Working with a team where you can give creative inputs must be very fulfilling as a composer.
Indeed, it creates in me a sense of responsibility for the project. Like when I was working on the background music for Velipadinte Pusthakam, I would give suggestions on shots that could be chopped off and Lalu chettan would trust my judgement. There is a certain comfort level when we work with such people. This happens with Vineeth, too.
Your last work Godha was a humungous success. Musically, each track was different and refreshing. It should be one of your best so far.
Godha was challenging in its own way. When director Basil Joseph told me this movie was on wrestling, I asked him whether it had songs.
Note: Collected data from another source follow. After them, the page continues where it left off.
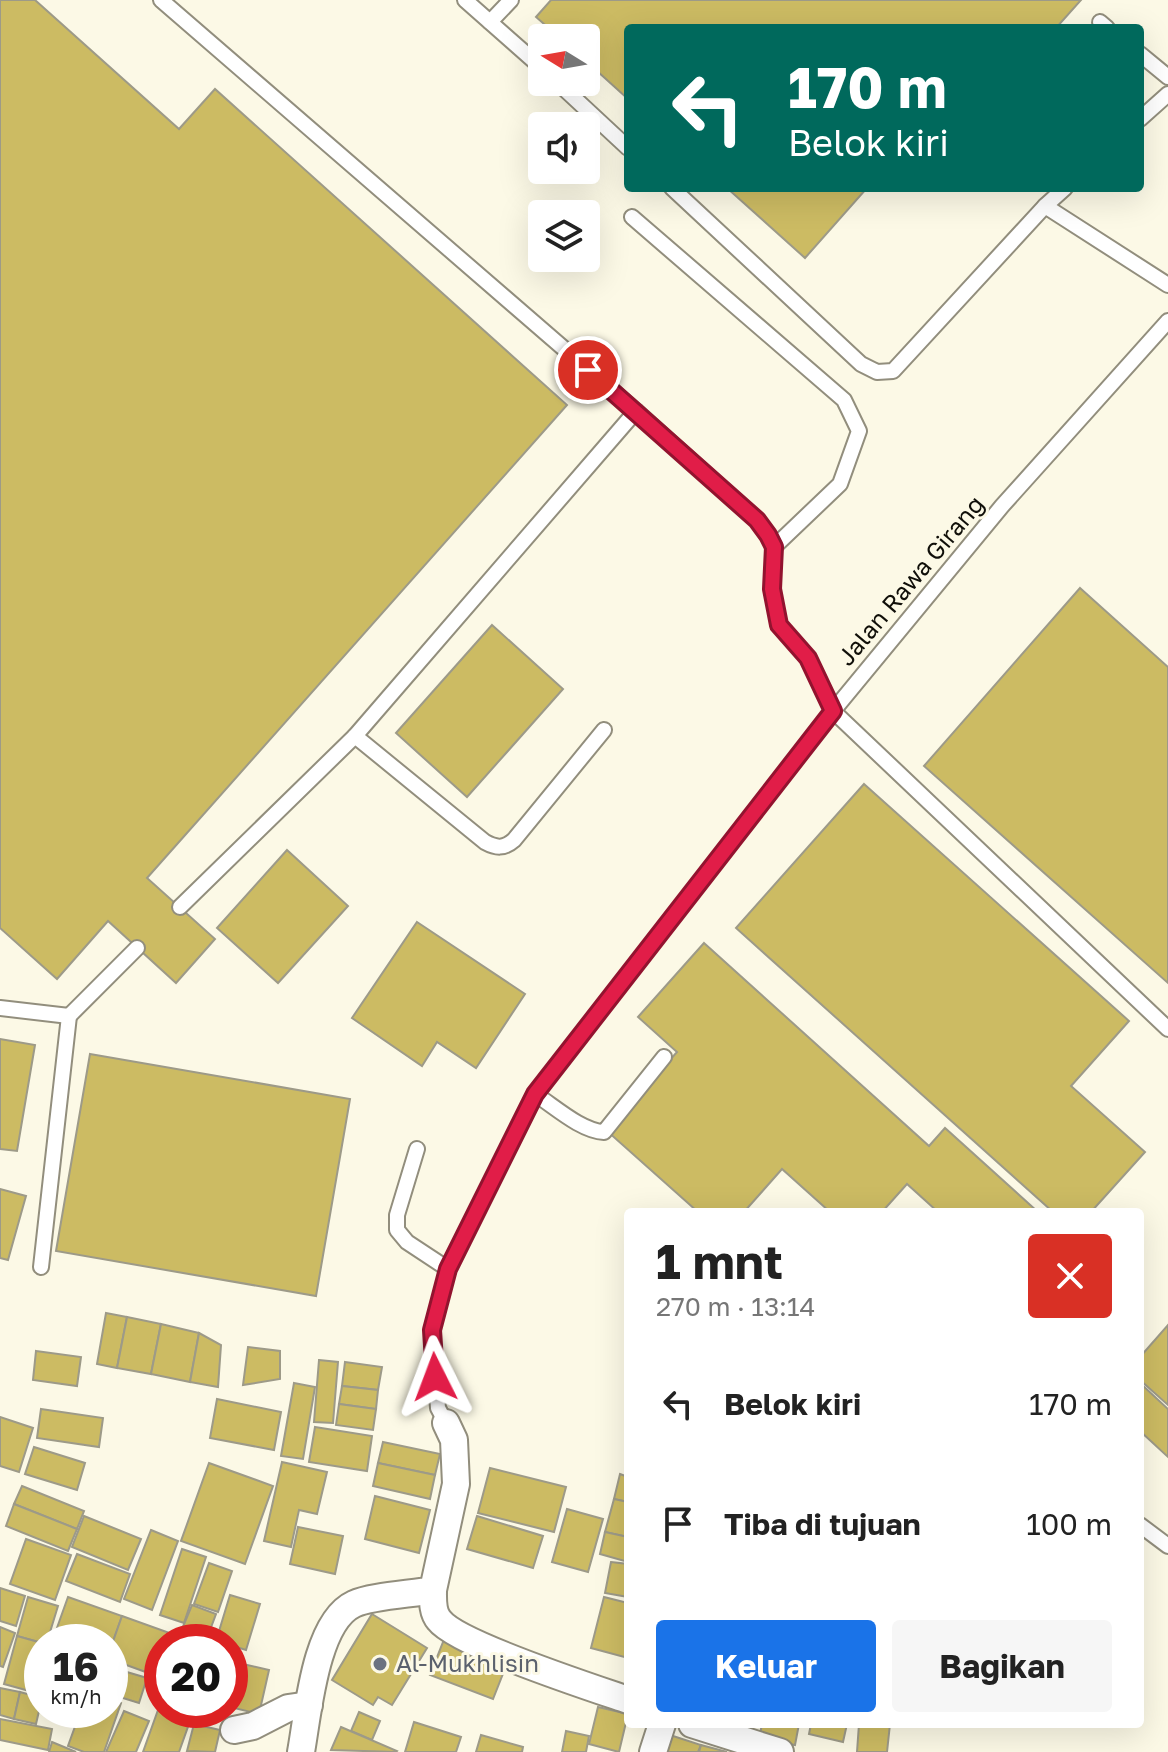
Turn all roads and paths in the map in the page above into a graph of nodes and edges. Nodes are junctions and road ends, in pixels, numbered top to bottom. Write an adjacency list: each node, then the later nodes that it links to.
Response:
1 (161, 0): 18 (lane)
2 (465, 0): 4 (lane)
3 (511, 0): 4 (lane)
4 (490, 22): 5 (lane)
5 (528, 56)
6 (1144, 57): 7 (lane)
7 (1168, 77)
8 (1168, 94): 10 (lane)
9 (572, 96): 11 (lane)
10 (1144, 115)
11 (624, 144)
12 (676, 192): 14 (lane)
13 (1061, 192): 14 (lane)
14 (1045, 206): 16 (lane)
15 (632, 217): 19 (lane)
16 (1168, 285)
17 (1168, 321): 20 (lane, Jalan Rawa Girang)
18 (636, 411): 19 (lane); 22 (lane)
19 (774, 547): 20 (lane)
20 (833, 711): 27 (lane); 29 (lane, Jalan Rawa Girang)
21 (604, 730): 22 (lane)
22 (355, 736): 23 (lane)
23 (180, 907)
24 (137, 948): 26 (lane)
25 (0, 1008): 26 (lane)
26 (69, 1016): 31 (lane)
27 (1168, 1029)
28 (664, 1057): 29 (lane)
29 (535, 1094): 32 (lane, Jalan Rawa Girang)
30 (417, 1149): 32 (lane)
31 (41, 1267)
32 (448, 1269): 33 (lane, Jalan Rawa Girang)
33 (446, 1423): 36 (street)
34 (1144, 1528): 35 (lane)
35 (1168, 1546)
36 (433, 1590): 37 (street); 38 (street)
37 (624, 1698)
38 (309, 1705): 41 (street); 42 (street)
39 (661, 1728): 43 (street)
40 (705, 1728): 44 (street)
41 (234, 1730)
42 (301, 1752)
43 (653, 1752)
44 (780, 1752)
His reply was instant: "Only songs." In fact, each song had an important role in the narrative. For instance, the only sequence which shows Anjaneya Das' love for Aditi was the song Aaro Nenjil, which established the connect. That said, composing a love track is relatively easy. Other tracks like Oh Rabba and Wow were more challenging, as they had a huge role in enhancing the emotions. The story was fresh, the songs were the same and I think this is one reason that contributed to the sucess of Godha.
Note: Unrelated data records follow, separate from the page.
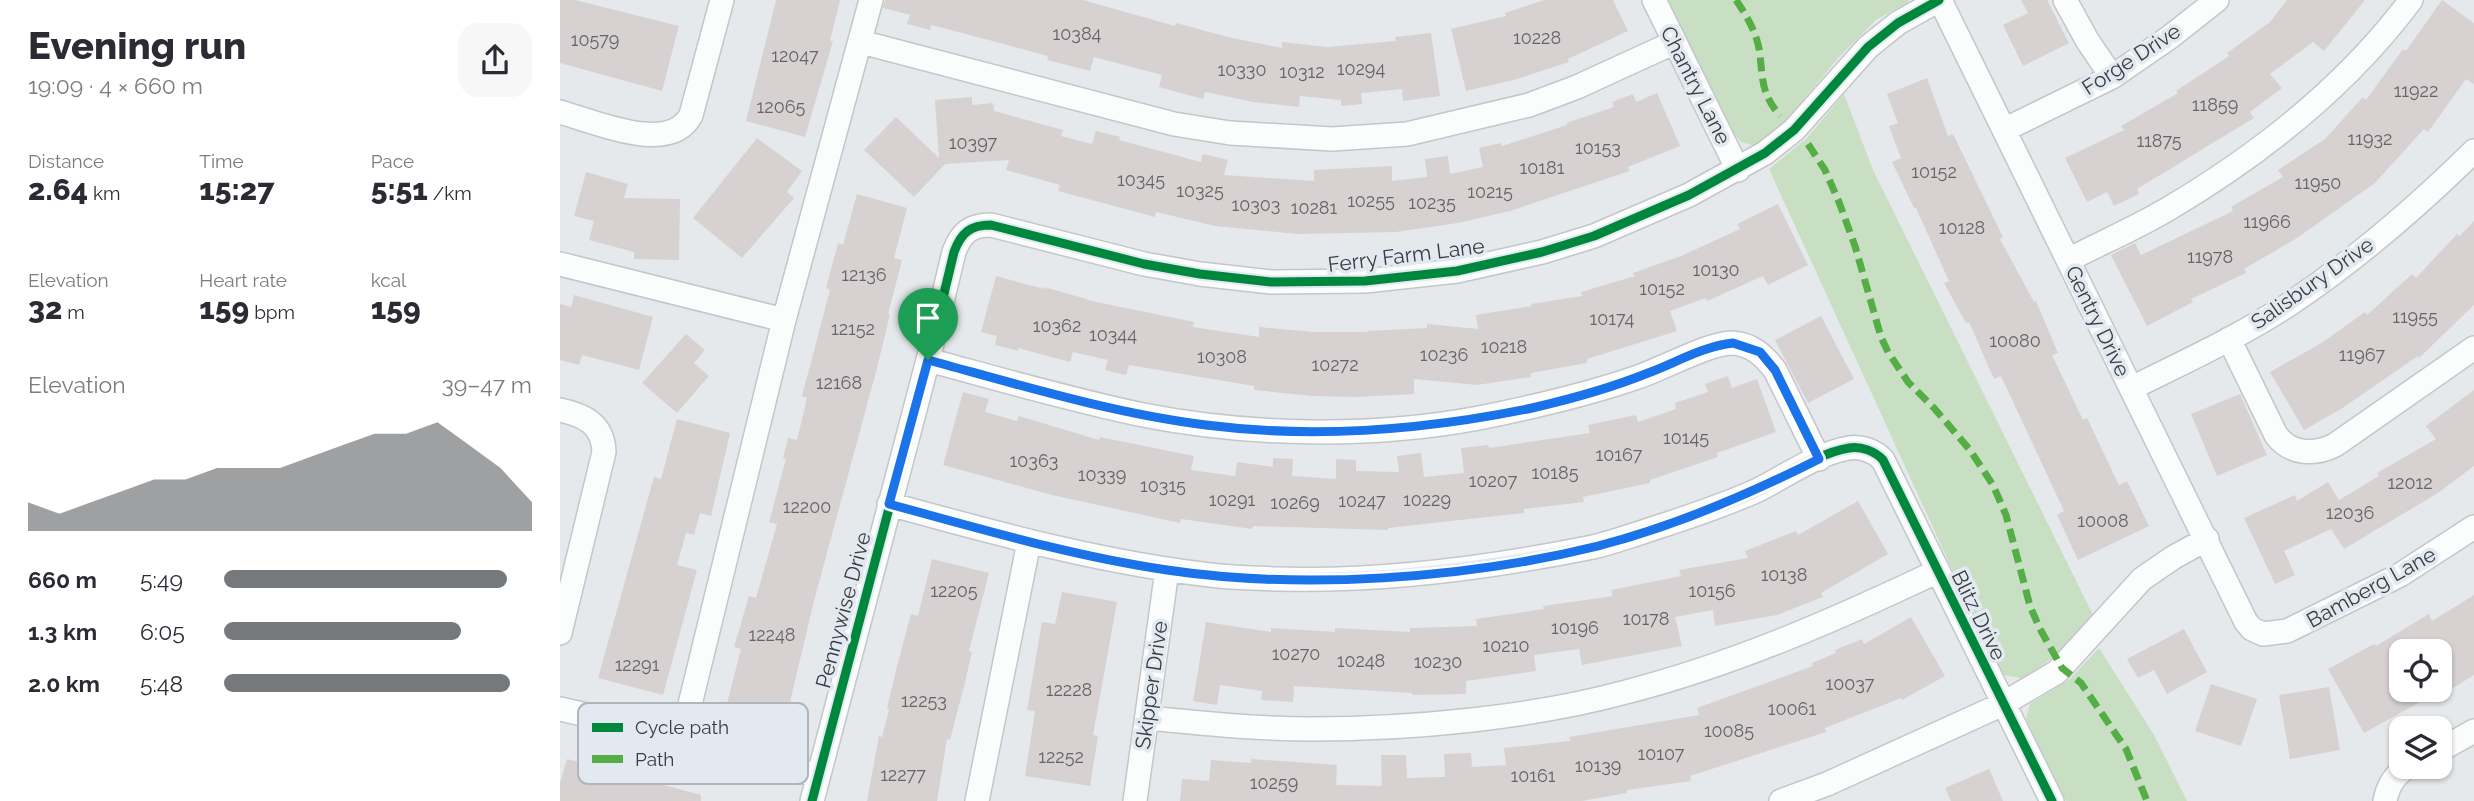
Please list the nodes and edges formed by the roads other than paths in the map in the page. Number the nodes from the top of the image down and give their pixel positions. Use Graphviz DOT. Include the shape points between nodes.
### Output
graph roads {
  1 [pos="871,0"];
  2 [pos="1654,0"];
  3 [pos="1940,0"];
  4 [pos="2065,0"];
  5 [pos="2217,0"];
  6 [pos="2411,0"];
  7 [pos="715,1"];
  8 [pos="861,42"];
  9 [pos="1675,42"];
  10 [pos="2112,77"];
  11 [pos="560,111"];
  12 [pos="2004,130"];
  13 [pos="2474,151"];
  14 [pos="1738,170"];
  15 [pos="969,228"];
  16 [pos="2068,260"];
  17 [pos="560,264"];
  18 [pos="783,320"];
  19 [pos="2229,339"];
  20 [pos="2474,348"];
  21 [pos="928,360"];
  22 [pos="2132,388"];
  23 [pos="560,410"];
  24 [pos="1819,459"];
  25 [pos="889,504"];
  26 [pos="2474,527"];
  27 [pos="2207,539"];
  28 [pos="1028,542"];
  29 [pos="568,566"];
  30 [pos="1167,570"];
  31 [pos="1938,571"];
  32 [pos="560,633"];
  33 [pos="2263,634"];
  34 [pos="690,703"];
  35 [pos="2003,704"];
  36 [pos="560,709"];
  37 [pos="578,713"];
  38 [pos="1147,718"];
  39 [pos="2474,731"];
  40 [pos="2452,743"];
  41 [pos="808,773"];
  42 [pos="818,776"];
  43 [pos="2393,779"];
  44 [pos="812,801"];
  45 [pos="976,801"];
  46 [pos="1135,801"];
  47 [pos="1781,801"];
  48 [pos="2052,801"];
  49 [pos="2385,801"];
  1 -- 8 [label="street"];
  2 -- 9 [label="street, Chantry Lane"];
  3 -- 12 [label="street, Gentry Drive"];
  3 -- 14 [label="street, Ferry Farm Lane" via="1898,23 1868,47 1786,138"];
  4 -- 10 [label="street"];
  5 -- 10 [label="street, Forge Drive"];
  6 -- 16 [label="street" via="2312,108 2245,160 2167,209"];
  7 -- 11 [label="street" via="691,115 676,132 632,133"];
  8 -- 9 [label="street" via="1174,124 1230,133 1332,139 1407,134 1529,105"];
  8 -- 18 [label="street"];
  9 -- 14 [label="street, Chantry Lane"];
  10 -- 12 [label="street, Forge Drive"];
  12 -- 16 [label="street, Gentry Drive"];
  13 -- 19 [label="street, Salisbury Drive" via="2399,222 2331,275"];
  14 -- 15 [label="street, Ferry Farm Lane" via="1594,236 1542,252 1457,271 1364,281 1271,282 1199,274 991,225"];
  15 -- 21 [label="street, Pennywise Drive" via="954,252"];
  16 -- 22 [label="street, Gentry Drive"];
  17 -- 18 [label="street"];
  18 -- 34 [label="street"];
  19 -- 20 [label="street" via="2276,435 2287,446 2305,452 2335,445"];
  19 -- 22 [label="street, Salisbury Drive"];
  21 -- 24 [label="street" via="1145,415 1238,428 1340,431 1447,424 1532,408 1618,384 1733,343 1760,352 1775,370"];
  21 -- 25 [label="street, Pennywise Drive"];
  22 -- 27 [label="street, Gentry Drive"];
  23 -- 29 [label="street" via="586,418 599,430 604,452"];
  24 -- 30 [label="street" via="1756,491 1689,517 1598,546 1500,565 1372,579 1223,577"];
  24 -- 31 [label="street, Blitz Drive" via="1859,448 1883,460"];
  25 -- 28 [label="street"];
  25 -- 42 [label="street, Pennywise Drive"];
  26 -- 33 [label="street, Bamberg Lane" via="2400,575 2295,628"];
  27 -- 33 [label="street, Gentry Drive" via="2246,622"];
  27 -- 35 [label="street" via="2142,579 2057,672"];
  28 -- 30 [label="street"];
  28 -- 45 [label="street"];
  29 -- 32 [label="street"];
  30 -- 38 [label="street, Skipper Drive"];
  31 -- 35 [label="street, Blitz Drive"];
  31 -- 38 [label="street" via="1741,657 1626,692 1526,712 1385,727 1310,729"];
  35 -- 47 [label="street"];
  35 -- 48 [label="street, Blitz Drive"];
  36 -- 37 [label="street"];
  38 -- 46 [label="street, Skipper Drive"];
  39 -- 40 [label="street"];
  41 -- 42 [label="street"];
  42 -- 44 [label="street, Pennywise Drive"];
  43 -- 49 [label="street"];
}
You seem to share a great bond with Vineeth. Hits are born when you both get together.
Well, my connect with Vineeth extends beyond cinema. We are friends first, and cinema comes later. In fact, most of the songs, like Enne Thallendammava (Oru Vadakkan Selfie) and Anuragathin velayil (Thattathin Marayathu) came during our friendly meetings. Most songs are born out of such jamming sessions. Sometimes, I hum a line and Vineeth would love it and ask me to record it. Many a time, a song is born in an hour or so. We never had any formal meetings to discuss music. And, yes, I have had the good fortune of working with him in every movie.
What is your take on actors singing in your movies?
I have had Vineeth, Ramya Nambeeshan and Aparna Balamurali sing for me. But, all of them were trained singers, before they became actors. However, of all the directors I have worked with, none of them ever demanded that an actor sing for me. But, then, if an actor can do a good job, then why not? I think Dulquer Salman has done a great job singing Pappa Bharanam Vendaappa and Sundari Penne as well as Prithviraj in Puthya Mukham. I cannot imagine these songs in any other voice. So, I am not against the trend.